We gained insights from our user research and learned that people divide their idea of “fun” into what is available to them. There tend to be first choice activities and secondary activities. When one isn’t available they do the other. We also discovered that the idea of fun can fall in the field of something that occurs “unexpectedly”, such as a spontaneous trip with friends or discovering an old Polaroid when cleaning the house.

We narrowed down our user group to full-time working professionals who spend 80% of their time at their desk. We centered our interviews around these people and found that they viewed their work days to be repetitive and mundane. We wanted to inspire them to find a bit of fun in their everyday routine by focusing on creating a surprising and unique interface on their desk.

We decided we wanted to make a product that would engage with users spontaneously at random intervals during the day. Initially, we created a low-fidelity prototype (cardboard, felt, and wind-up toy [picture 1]) to use as a model to conduct user testing.
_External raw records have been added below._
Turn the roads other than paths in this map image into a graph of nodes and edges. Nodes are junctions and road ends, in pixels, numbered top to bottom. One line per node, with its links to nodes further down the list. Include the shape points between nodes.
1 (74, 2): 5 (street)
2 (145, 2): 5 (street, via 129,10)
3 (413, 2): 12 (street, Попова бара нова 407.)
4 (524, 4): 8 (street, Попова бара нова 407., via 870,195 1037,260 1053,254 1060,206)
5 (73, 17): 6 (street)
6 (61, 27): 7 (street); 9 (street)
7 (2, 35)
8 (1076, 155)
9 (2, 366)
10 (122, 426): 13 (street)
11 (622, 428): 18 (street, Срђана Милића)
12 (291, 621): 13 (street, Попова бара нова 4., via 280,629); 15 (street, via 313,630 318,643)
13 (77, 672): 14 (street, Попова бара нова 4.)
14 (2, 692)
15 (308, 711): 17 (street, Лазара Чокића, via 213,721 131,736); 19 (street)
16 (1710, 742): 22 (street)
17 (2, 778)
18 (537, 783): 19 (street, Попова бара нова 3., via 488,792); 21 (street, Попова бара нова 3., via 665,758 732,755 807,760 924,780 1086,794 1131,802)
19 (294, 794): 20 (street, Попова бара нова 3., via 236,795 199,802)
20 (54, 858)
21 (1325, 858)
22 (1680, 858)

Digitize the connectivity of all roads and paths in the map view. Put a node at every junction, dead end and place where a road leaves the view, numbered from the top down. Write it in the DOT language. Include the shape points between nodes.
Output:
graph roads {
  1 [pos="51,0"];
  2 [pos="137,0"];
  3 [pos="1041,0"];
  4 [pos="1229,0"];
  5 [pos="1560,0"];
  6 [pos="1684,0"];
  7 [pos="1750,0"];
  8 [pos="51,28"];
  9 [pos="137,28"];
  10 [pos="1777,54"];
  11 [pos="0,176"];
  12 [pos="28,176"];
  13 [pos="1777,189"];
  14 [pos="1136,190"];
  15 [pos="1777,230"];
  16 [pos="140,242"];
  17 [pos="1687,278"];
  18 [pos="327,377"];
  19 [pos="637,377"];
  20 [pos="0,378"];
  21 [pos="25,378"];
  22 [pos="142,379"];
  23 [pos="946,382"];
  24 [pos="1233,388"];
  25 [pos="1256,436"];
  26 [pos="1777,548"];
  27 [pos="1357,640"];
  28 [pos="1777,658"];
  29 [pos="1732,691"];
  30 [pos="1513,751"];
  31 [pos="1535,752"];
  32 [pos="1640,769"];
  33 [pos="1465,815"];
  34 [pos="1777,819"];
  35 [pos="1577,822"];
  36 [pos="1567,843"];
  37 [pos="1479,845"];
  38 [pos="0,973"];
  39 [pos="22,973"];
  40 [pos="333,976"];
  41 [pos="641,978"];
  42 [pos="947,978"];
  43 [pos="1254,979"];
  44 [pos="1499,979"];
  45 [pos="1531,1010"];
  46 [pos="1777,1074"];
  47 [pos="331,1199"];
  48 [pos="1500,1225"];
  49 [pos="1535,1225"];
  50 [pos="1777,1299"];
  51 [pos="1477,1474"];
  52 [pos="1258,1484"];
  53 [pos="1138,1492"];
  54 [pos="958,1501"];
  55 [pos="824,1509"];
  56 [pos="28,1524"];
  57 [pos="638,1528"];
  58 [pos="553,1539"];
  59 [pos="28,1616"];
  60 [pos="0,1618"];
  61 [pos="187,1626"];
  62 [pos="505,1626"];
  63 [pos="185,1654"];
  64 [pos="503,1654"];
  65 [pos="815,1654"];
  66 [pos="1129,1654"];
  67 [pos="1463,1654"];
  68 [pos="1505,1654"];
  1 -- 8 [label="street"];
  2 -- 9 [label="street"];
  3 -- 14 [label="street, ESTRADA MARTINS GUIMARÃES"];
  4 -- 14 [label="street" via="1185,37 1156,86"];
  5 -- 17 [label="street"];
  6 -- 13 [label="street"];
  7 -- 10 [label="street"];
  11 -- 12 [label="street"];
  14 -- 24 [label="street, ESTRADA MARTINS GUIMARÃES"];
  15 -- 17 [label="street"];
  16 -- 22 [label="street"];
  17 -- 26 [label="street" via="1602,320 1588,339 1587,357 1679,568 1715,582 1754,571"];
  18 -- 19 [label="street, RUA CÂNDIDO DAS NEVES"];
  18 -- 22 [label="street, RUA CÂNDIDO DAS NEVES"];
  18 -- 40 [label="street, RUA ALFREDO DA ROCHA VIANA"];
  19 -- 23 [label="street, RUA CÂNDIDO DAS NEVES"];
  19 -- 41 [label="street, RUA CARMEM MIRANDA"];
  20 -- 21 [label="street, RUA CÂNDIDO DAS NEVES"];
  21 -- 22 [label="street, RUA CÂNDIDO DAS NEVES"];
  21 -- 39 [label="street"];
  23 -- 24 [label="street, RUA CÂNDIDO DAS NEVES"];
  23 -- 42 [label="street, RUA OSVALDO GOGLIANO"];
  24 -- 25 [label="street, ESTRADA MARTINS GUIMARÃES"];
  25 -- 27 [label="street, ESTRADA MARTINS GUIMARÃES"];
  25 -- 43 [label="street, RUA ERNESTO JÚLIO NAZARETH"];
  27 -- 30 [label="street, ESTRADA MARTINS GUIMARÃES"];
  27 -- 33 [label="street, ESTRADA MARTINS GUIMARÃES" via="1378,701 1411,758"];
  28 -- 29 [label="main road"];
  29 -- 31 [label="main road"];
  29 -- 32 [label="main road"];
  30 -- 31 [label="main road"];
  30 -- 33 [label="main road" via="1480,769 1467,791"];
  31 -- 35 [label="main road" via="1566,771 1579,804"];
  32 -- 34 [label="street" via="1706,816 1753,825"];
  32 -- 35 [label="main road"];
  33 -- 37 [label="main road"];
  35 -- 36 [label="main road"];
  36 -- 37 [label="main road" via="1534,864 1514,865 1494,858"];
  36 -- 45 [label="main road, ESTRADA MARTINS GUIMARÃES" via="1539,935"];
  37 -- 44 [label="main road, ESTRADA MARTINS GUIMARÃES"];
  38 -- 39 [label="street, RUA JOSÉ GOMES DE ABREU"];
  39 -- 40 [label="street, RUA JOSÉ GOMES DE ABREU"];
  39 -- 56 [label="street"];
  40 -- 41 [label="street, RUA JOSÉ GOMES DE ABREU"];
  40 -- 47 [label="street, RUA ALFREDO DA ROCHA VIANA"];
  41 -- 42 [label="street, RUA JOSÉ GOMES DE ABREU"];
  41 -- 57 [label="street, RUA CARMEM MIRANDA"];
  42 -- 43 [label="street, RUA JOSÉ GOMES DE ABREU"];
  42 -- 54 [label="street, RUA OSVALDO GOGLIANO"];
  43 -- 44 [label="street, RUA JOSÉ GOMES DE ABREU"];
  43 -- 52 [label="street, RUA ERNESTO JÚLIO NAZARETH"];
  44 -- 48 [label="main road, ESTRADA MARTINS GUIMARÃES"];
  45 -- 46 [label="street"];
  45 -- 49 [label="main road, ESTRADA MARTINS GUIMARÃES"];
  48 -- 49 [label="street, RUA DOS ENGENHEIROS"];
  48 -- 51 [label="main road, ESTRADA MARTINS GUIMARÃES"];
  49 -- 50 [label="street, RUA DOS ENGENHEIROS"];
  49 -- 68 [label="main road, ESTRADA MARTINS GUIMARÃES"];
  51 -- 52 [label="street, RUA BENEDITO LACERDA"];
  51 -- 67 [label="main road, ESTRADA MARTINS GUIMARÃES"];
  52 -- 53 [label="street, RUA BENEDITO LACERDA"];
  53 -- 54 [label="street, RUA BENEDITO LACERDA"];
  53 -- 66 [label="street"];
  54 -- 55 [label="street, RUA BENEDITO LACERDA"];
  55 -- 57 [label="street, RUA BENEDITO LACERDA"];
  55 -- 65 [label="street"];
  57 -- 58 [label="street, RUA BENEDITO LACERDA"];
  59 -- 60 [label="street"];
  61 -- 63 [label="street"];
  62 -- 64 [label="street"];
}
We were able to gain promising feedback that shifted to develop a mid-fidelity prototype (laser cut plywood, servo, LED neopixels, vibration motors interacting with Arduino [picture 2]). From this user testing we learned that people would rather a desk toy that was more inconspicuous and simpler.

Through multiple iterations and user feedback we went from a light-up, sound producing model to a small toy penguin that is inconspicuous and engages the user via haptic feedback in response to different actions (patting the penguin’s head, shaking, or squeezing).